Elle a noté. Puis elle a hésité.
« Et pour les autres, j’attends ? »
J’aurais pu mentir. Dire qu’ils étaient en retard. Qu’il y avait des bouchons. Un train supprimé. Un imprévu.
Mais plus on vieillit, plus on se fatigue de faire semblant.
« Oui », j’ai dit. « Attendez encore. »
Le plat est arrivé. J’ai mangé lentement.
Pas parce que je n’avais pas faim.
Parce qu’un homme qui mange lentement a l’air d’attendre quelqu’un. Un homme qui finit trop vite ressemble à quelqu’un qu’on a oublié.
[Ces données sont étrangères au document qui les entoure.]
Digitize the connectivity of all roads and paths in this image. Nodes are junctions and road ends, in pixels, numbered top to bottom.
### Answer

Autour de moi, la salle se remplissait. On entendait des verres qui s’entrechoquaient, des gens qui parlaient fort, des couples qui se chamaillaient sur des détails sans importance, des familles qui riaient de souvenirs que seuls eux comprenaient.
C’était une soirée normale.
Et c’est ça qui faisait mal.
Le monde continuait très bien sans savoir que moi, à ma table, j’essayais simplement de ne pas me sentir de trop.
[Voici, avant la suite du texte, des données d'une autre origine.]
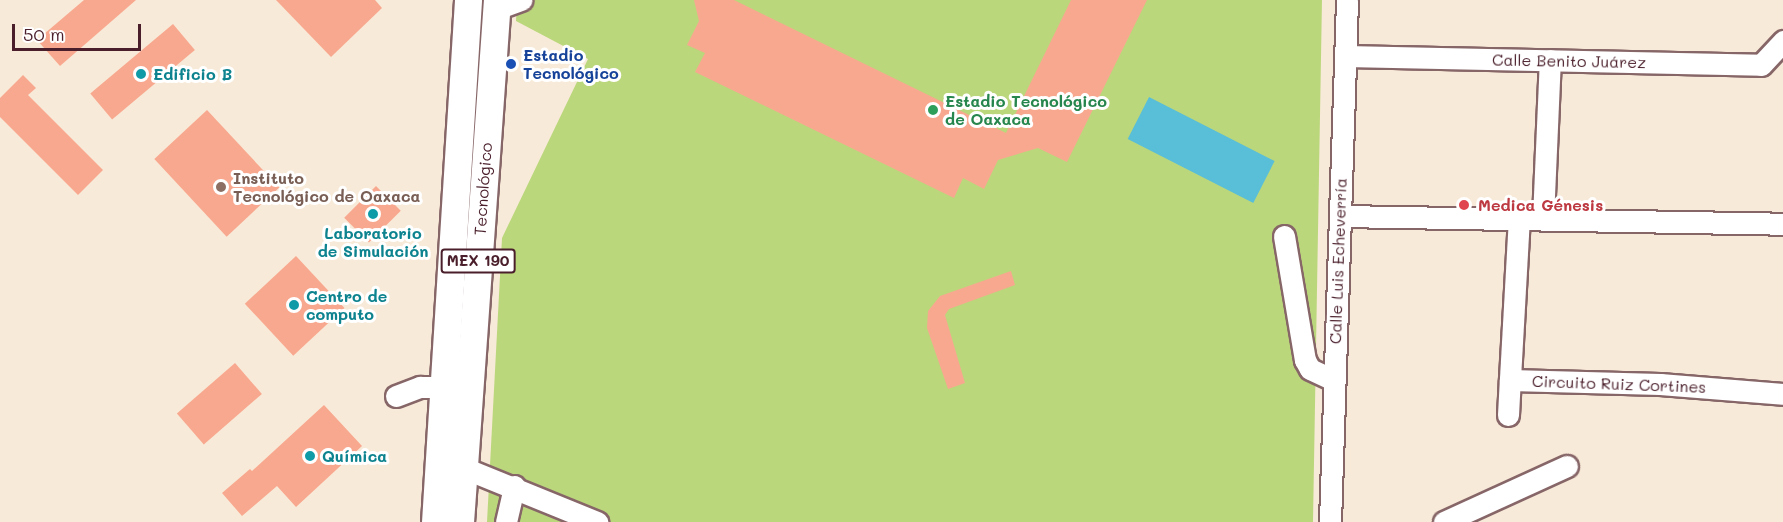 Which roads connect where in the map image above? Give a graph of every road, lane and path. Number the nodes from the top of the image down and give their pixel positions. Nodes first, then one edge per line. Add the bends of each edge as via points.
1 (468, 0) edge
2 (1347, 0) edge
3 (505, 3) edge
4 (1783, 41) edge
5 (1346, 56) junction
6 (1550, 60) junction
7 (1340, 216) junction
8 (1519, 217) junction
9 (1543, 218) junction
10 (1783, 224) edge
11 (1284, 236) dead end
12 (462, 313) junction
13 (1334, 380) junction
14 (1510, 380) junction
15 (444, 387) junction
16 (1783, 394) edge
17 (396, 396) dead end
18 (1508, 415) dead end
19 (1567, 466) dead end
20 (464, 468) junction
21 (514, 486) junction
22 (435, 522) edge
23 (460, 522) edge
24 (506, 522) edge
25 (597, 522) edge
26 (1330, 522) edge
27 (1444, 522) edge

1 - 12 main road, Tecnológico / MEX 190
2 - 5 street, Calle Luis Echeverría
3 - 12 main road, Tecnológico / MEX 190
4 - 6 street, Calle Benito Juárez via 1761,64
5 - 6 street, Calle Benito Juárez
5 - 7 street, Calle Luis Echeverría
6 - 9 street
7 - 8 street
7 - 13 street, Calle Luis Echeverría
8 - 9 street
8 - 14 street, Circuito Ruiz Cortines
9 - 10 street
11 - 13 street via 1305,360 1310,369
12 - 15 main road, Tecnológico / MEX 190
12 - 20 main road, Tecnológico / MEX 190
13 - 26 street, Calle Luis Echeverría
14 - 16 street, Circuito Ruiz Cortines via 1660,384
14 - 18 street
15 - 17 street via 420,387
15 - 22 main road, Tecnológico / MEX 190
19 - 27 street
20 - 21 street
20 - 23 main road, Tecnológico / MEX 190
21 - 24 street
21 - 25 street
Au bout d’un moment, la serveuse est revenue avec une petite bougie plantée dans une part de tarte.
Pas de chanson. Pas de grand sourire forcé. Juste une bougie.
« Joyeux anniversaire, monsieur. »
J’ai baissé les yeux vers la flamme.
« Merci. »
Elle est restée là une seconde.
Puis elle a dit doucement :
« Je crois qu’ils ne viendront plus, non ? »
Ce n’était pas méchant.
C’était juste vrai.
Alors, pour la première fois de la soirée, j’ai arrêté de regarder la porte.
« Ma femme est morte il y a six ans », j’ai dit. « Et ma fille… elle n’habite pas loin. Mais en ce moment, même les petites distances deviennent grandes. »
La serveuse n’a rien répondu.
Heureusement.
Il n’y a rien de pire que les grandes phrases quand quelqu’un essaie déjà de tenir debout avec le peu qu’il lui reste.
J’ai regardé les trois couverts.
« Avant, on venait tous les ans ici. Mon épouse à gauche. Ma fille à droite. C’était notre habitude. »
Je me suis raclé la gorge.
« Depuis que ma femme n’est plus là, Chloé est venue encore quelque temps. Puis il y a eu les reports, les “on verra”, les “je te tiens au courant”, les messages rapides. Vous savez comment c’est. On ne quitte pas les gens d’un coup. On les perd petit bout par petit bout. »
J’ai posé ma main sur la table.
Elle avait vieilli, ma main. Je m’en suis rendu compte d’un coup.
« À mon âge, on ne va pas seulement au restaurant pour manger. On y va aussi pour voir si on compte encore pour quelqu’un. »
J’ai entendu des pas.
Le patron s’était approché. Un homme aux cheveux gris, tablier noué à la taille, que je connaissais de vue depuis des années.
Sans dire grand-chose, il a posé un petit cadre sur la table.
Dedans, il y avait une vieille photo.
Ma femme, ma fille et moi.
À cette même table.
Ma femme riait. Chloé avait les joues pleines de tarte. Et moi j’avais cet air sérieux que j’ai toujours eu sur les photos quand, au fond, j’étais heureux.
Le patron a dit :
« Votre femme me l’avait donnée un soir. Elle m’avait dit : gardez-la ici. C’est un peu leur place. »
Je n’ai pas su quoi répondre.
La serveuse s’est assise deux minutes sur la chaise vide en face de moi. Pas pour remplacer qui que ce soit. Juste pour que la table paraisse moins vide.
Trois couverts.
Et tout à coup, je me suis senti moins seul.
Ma fille n’est pas venue ce soir-là.
Peut-être qu’elle avait une bonne raison.
Peut-être qu’elle a oublié l’heure.
Peut-être qu’elle ne sait même plus ce que ça fait, une chaise vide, quand on la regarde trop longtemps.
Mais en rentrant chez moi, je ne me suis pas senti abandonné.
Je me suis senti encore visible.
Et à 82 ans, parfois, ça vaut tous les gâteaux du monde.